*THE RECORDS*.

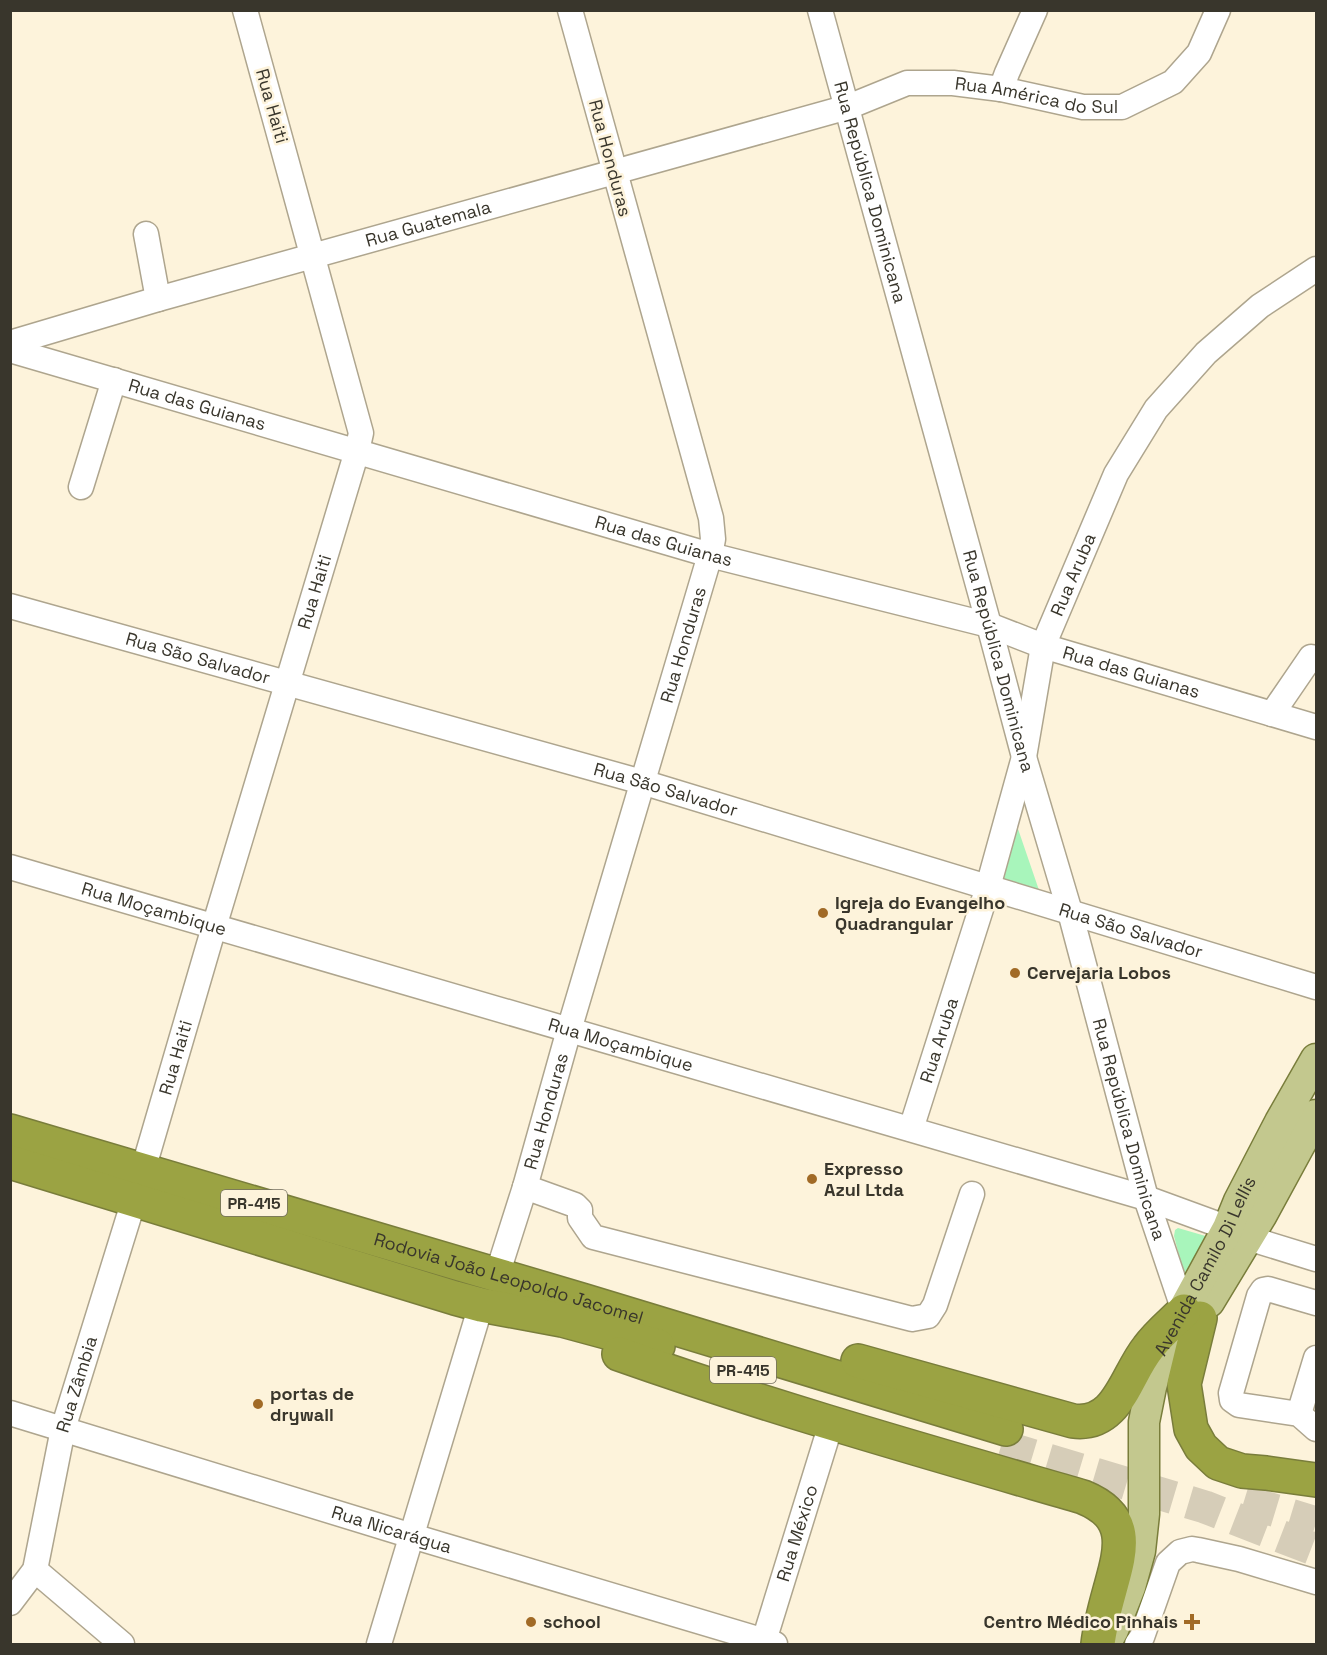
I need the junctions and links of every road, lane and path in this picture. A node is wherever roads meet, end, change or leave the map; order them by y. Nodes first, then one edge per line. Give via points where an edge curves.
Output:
1 (245, 10) edge
2 (570, 10) edge
3 (820, 10) edge
4 (1035, 10) edge
5 (1218, 10) edge
6 (1001, 89) junction
7 (848, 107) junction
8 (613, 171) junction
9 (146, 234) dead end
10 (313, 256) junction
11 (1317, 269) edge
12 (159, 299) junction
13 (10, 343) edge
14 (10, 350) edge
15 (114, 380) junction
16 (357, 451) junction
17 (81, 487) dead end
18 (710, 555) junction
19 (10, 606) edge
20 (989, 625) junction
21 (1043, 646) junction
22 (1313, 653) edge
23 (288, 684) junction
24 (1272, 714) junction
25 (1317, 727) edge
26 (1024, 757) junction
27 (642, 782) junction
28 (10, 867) edge
29 (988, 887) junction
30 (1070, 912) junction
31 (214, 927) junction
32 (1317, 987) edge
33 (569, 1030) junction
34 (1317, 1059) edge
35 (1317, 1115) edge
36 (911, 1129) junction
37 (10, 1131) edge
38 (10, 1162) edge
39 (139, 1185) junction
40 (525, 1187) junction
41 (972, 1194) dead end
42 (1146, 1198) junction
43 (1238, 1233) junction
44 (1317, 1259) edge
45 (497, 1275) junction
46 (585, 1301) junction
47 (1317, 1303) edge
48 (482, 1305) junction
49 (1192, 1314) junction
50 (1317, 1358) edge
51 (10, 1413) edge
52 (1308, 1422) edge
53 (831, 1424) junction
54 (63, 1429) junction
55 (1317, 1480) edge
56 (1151, 1489) junction
57 (412, 1536) junction
58 (35, 1570) junction
59 (1317, 1582) edge
60 (10, 1603) edge
61 (767, 1643) edge
62 (122, 1644) edge
63 (379, 1644) edge
64 (1098, 1644) edge
65 (1105, 1644) edge
66 (1128, 1644) edge
67 (1137, 1644) edge

1 - 10 street, Rua Haiti
2 - 8 street, Rua Honduras
3 - 7 street, Rua República Dominicana
4 - 6 street
5 - 6 street, Rua América do Sul via 1199,53 1173,82 1122,107 1083,107
6 - 7 street, Rua América do Sul via 953,82 907,83
7 - 8 street, Rua Guatemala
7 - 20 street, Rua República Dominicana
8 - 10 street, Rua Guatemala
8 - 18 street, Rua Honduras via 711,518
9 - 12 street
10 - 12 street, Rua Guatemala
10 - 16 street, Rua Haiti via 361,433
11 - 21 street, Rua Aruba via 1260,306 1206,353 1156,409 1116,474
12 - 13 street, Rua Guatemala
14 - 15 street, Rua das Guianas
15 - 16 street, Rua das Guianas
15 - 17 street
16 - 18 street, Rua das Guianas
16 - 23 street, Rua Haiti
18 - 20 street, Rua das Guianas
18 - 27 street, Rua Honduras
19 - 23 street, Rua São Salvador
20 - 21 street, Rua das Guianas
20 - 26 street, Rua República Dominicana
21 - 24 street, Rua das Guianas
21 - 26 street, Rua Aruba
22 - 24 street
23 - 27 street, Rua São Salvador
23 - 31 street, Rua Haiti
24 - 25 street, Rua das Guianas
26 - 29 street, Rua Aruba
26 - 30 street, Rua República Dominicana
27 - 29 street, Rua São Salvador
27 - 33 street, Rua Honduras
28 - 31 street, Rua Moçambique
29 - 30 street, Rua São Salvador
29 - 36 street, Rua Aruba
30 - 32 street, Rua São Salvador
30 - 42 street, Rua República Dominicana
31 - 33 street, Rua Moçambique
31 - 39 street, Rua Haiti
33 - 36 street, Rua Moçambique
33 - 40 street, Rua Honduras
34 - 43 main road, Avenida Camilo Di Lellis via 1239,1201
35 - 43 main road, Avenida Camilo Di Lellis
36 - 42 street, Rua Moçambique
37 - 39 highway, Rodovia João Leopoldo Jacomel / PR-415
38 - 39 highway, Rodovia João Leopoldo Jacomel / PR-415
39 - 45 highway, Rodovia João Leopoldo Jacomel / PR-415
39 - 48 highway, Rodovia João Leopoldo Jacomel / PR-415
39 - 54 street, Rua Zâmbia
40 - 41 street via 575,1205 593,1237 912,1319 928,1316 935,1305
40 - 45 street, Rua Honduras
42 - 43 street, Rua Moçambique
42 - 49 street, Rua República Dominicana
43 - 44 street, Rua Moçambique
43 - 49 main road, Avenida Camilo Di Lellis
45 - 46 highway, Rodovia João Leopoldo Jacomel / PR-415
46 - 48 highway, Rodovia João Leopoldo Jacomel / PR-415 via 1003,1438 562,1320
46 - 49 highway via 707,1319 1081,1422 1096,1419 1110,1408 1125,1390 1147,1348
47 - 52 street via 1263,1290 1231,1393 1232,1400 1239,1405
48 - 53 highway via 683,1377
48 - 57 street
49 - 55 highway via 1184,1384 1191,1429 1201,1448 1218,1463 1242,1471
49 - 56 main road, Avenida Camilo Di Lellis via 1167,1393
50 - 52 street
51 - 54 street, Rua Nicarágua
53 - 61 street, Rua México
53 - 64 highway via 1083,1497 1103,1508 1116,1526 1120,1551
54 - 57 street, Rua Nicarágua
54 - 58 street, Rua Zâmbia
56 - 65 main road via 1130,1587
56 - 66 main road via 1158,1520 1152,1564
57 - 61 street, Rua Nicarágua
57 - 63 street
58 - 60 street
58 - 62 street
59 - 67 street via 1239,1559 1186,1550 1168,1563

*TASK DIRECTIONS*.
Pull each line holding "João" out of the listing.

*RESULT FOR THIS TASK*.
37 - 39 highway, Rodovia João Leopoldo Jacomel / PR-415
38 - 39 highway, Rodovia João Leopoldo Jacomel / PR-415
39 - 45 highway, Rodovia João Leopoldo Jacomel / PR-415
39 - 48 highway, Rodovia João Leopoldo Jacomel / PR-415
45 - 46 highway, Rodovia João Leopoldo Jacomel / PR-415
46 - 48 highway, Rodovia João Leopoldo Jacomel / PR-415 via 1003,1438 562,1320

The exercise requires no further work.